Since commentators say that adding “a single cubit to his life’s span” (v. 27) refers to both the length of life and our physical stature, this verse is for all of us who don’t like the shape we’re in, or the nose we have, or the color of hair, or…whatever. All of us have something in our physical appearance that bothers us. (Tweet that!)
But Psalm 139:13-15 assures us, “For Thou didst form my inward parts; Thou didst weave me in my mother’s womb. I will give thanks to Thee, for I am fearfully and wonderfully made; Wonderful are Thy works, And my soul knows it very well. My frame was not hidden from Thee, When I was made in secret, And skillfully wrought in the depths of the earth.” (NASB)
God’s sovereignty extends to every area of your life. You were created exactly the way He wanted you to be for His purposes. Over the years I’ve struggled to trust God’s sovereignty because of what I judged to be a big nose. (Tweet that!) And in my childhood I hated that I was tall. But now those things are insignificant (and no longer sources of worry) because I know my true value and importance are not dependent upon those physical features.
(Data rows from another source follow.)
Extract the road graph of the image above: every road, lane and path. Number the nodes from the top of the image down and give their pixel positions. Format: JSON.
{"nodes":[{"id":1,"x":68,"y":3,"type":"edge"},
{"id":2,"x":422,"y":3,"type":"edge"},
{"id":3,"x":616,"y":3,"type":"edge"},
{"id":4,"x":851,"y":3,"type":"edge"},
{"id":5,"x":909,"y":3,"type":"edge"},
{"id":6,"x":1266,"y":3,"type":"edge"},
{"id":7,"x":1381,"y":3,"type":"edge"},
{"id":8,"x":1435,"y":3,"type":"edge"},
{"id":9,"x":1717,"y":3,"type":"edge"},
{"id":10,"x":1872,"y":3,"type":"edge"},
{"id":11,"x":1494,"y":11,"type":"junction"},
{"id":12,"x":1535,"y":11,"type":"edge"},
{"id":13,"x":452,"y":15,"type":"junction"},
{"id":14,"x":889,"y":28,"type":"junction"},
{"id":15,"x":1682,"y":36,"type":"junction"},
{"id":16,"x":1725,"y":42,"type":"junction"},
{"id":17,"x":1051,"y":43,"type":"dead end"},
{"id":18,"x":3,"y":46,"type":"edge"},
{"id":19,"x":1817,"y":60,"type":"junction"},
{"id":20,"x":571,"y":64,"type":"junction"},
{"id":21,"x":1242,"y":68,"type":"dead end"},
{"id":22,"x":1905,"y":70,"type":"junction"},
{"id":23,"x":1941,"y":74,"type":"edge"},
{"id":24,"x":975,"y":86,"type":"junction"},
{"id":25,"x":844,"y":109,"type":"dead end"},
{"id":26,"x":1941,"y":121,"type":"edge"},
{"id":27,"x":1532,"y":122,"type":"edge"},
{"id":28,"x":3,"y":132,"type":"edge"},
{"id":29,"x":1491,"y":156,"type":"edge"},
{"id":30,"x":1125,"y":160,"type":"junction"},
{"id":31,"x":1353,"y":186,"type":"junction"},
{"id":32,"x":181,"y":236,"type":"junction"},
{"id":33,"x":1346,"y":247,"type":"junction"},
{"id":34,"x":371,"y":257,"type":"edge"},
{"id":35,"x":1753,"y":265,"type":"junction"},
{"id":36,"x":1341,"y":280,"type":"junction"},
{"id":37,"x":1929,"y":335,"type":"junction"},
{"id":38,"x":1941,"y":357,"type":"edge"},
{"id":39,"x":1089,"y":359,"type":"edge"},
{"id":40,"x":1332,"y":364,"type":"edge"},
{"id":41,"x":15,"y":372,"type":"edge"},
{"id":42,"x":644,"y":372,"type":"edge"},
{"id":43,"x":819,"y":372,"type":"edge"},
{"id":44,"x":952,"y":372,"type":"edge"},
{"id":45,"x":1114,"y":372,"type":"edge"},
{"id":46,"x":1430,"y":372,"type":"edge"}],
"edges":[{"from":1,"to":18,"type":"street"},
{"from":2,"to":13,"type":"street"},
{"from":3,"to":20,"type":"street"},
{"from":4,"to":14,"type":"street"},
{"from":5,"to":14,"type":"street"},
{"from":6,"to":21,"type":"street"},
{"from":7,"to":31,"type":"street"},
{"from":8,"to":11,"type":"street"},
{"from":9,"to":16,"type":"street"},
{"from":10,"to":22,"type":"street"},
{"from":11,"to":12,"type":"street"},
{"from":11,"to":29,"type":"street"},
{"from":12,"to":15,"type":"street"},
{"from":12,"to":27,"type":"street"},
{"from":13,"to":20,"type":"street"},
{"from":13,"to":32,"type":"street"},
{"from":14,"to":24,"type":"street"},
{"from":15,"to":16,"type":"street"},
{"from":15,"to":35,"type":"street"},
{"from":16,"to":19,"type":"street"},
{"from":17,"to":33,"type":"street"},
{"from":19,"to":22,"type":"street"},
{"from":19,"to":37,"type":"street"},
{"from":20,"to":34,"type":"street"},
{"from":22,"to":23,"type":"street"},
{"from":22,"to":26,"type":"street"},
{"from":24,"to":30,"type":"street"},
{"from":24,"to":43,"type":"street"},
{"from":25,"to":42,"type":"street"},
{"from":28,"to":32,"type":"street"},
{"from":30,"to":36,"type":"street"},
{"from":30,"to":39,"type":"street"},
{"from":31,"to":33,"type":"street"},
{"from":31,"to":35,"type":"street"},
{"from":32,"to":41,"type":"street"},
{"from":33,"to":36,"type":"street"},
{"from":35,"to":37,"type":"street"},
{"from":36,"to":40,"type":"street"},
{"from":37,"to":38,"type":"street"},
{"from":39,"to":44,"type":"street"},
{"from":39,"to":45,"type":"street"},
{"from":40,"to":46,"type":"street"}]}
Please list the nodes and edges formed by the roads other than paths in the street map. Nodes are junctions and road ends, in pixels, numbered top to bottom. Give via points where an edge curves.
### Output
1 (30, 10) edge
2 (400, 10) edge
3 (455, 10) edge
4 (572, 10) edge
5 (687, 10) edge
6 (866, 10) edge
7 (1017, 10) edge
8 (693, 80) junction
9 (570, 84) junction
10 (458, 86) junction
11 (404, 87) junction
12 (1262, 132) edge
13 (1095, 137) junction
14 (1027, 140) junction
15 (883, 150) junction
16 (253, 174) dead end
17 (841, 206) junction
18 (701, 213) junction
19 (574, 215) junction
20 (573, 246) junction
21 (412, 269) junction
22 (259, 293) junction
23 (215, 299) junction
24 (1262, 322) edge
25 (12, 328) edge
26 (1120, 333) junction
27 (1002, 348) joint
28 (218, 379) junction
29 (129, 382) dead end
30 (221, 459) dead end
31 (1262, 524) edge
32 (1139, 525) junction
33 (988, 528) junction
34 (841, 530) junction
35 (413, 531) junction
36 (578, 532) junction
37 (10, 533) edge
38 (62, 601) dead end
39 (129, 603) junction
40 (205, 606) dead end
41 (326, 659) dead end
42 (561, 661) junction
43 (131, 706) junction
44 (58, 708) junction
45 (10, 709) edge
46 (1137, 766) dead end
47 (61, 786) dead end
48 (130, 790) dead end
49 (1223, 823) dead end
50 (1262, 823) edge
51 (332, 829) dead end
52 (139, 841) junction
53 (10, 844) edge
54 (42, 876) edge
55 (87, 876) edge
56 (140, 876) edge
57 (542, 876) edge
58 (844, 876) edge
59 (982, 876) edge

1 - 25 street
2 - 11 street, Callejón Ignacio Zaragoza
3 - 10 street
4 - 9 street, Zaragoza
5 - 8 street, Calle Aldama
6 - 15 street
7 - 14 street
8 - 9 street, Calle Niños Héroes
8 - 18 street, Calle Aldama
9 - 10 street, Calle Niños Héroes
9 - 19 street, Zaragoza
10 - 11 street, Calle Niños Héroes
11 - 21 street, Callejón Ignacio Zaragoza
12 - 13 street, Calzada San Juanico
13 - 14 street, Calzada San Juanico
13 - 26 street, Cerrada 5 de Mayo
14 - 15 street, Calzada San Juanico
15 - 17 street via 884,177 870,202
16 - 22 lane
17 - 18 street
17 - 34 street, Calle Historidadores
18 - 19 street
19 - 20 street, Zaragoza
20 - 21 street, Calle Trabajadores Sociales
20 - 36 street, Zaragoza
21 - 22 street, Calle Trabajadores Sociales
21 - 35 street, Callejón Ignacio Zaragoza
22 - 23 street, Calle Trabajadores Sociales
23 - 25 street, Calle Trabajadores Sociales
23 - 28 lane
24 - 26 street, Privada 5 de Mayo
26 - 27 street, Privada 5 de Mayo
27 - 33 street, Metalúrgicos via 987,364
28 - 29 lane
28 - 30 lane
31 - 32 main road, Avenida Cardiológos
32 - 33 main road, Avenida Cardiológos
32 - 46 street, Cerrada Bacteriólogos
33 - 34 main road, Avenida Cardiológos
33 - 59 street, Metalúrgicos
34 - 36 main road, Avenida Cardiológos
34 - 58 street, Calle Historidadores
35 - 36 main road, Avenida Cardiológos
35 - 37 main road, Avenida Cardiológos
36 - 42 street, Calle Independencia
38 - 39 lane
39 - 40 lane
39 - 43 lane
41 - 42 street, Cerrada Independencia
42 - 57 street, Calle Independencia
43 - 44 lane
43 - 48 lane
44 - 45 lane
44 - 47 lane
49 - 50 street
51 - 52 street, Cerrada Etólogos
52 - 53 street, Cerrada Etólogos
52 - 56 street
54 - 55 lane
Shirley Shibley learned that this principle applied to the growth of her children. She wrote to me, “When my children were infants I walked with fear at my side. Were they developing as they should? Was I a proper mother? I worried about the soon-to-come ‘terrible twos.’ When I weathered that age, I worried that my toddlers would not be adequately prepared for school. When they were school-age, I was afraid they would get into trouble or fail a grade. And adolescence? I’d seen some children’s personalities change abruptly from sweet to ugly at that age, and I lay awake worrying every time I saw the slightest indication my children were rebelling.
“Then I finally realized that I had wonderful children and God had been caring for them all along! They grew because of difficult times and mistakes. Worry robbed me of simply enjoying my children at each stage. Now as grown adults, my children are still learning to trust God more and more each day. That is what their mother—me!—is finally learning to do, also.”
Are you learning that too? If you struggle with anxiety about wanting to “add a single cubit” to yourself or that of anyone else, make a choice to say, “God, I am going to trust your sovereignty. You could have made me any way you wanted, and you desired this for me. I choose to trust you and thank you” (and if you need to, you can add,) “even though I’m not completely sure…” By making that decision, even with some reservations, you may be able to cross that worry off your list!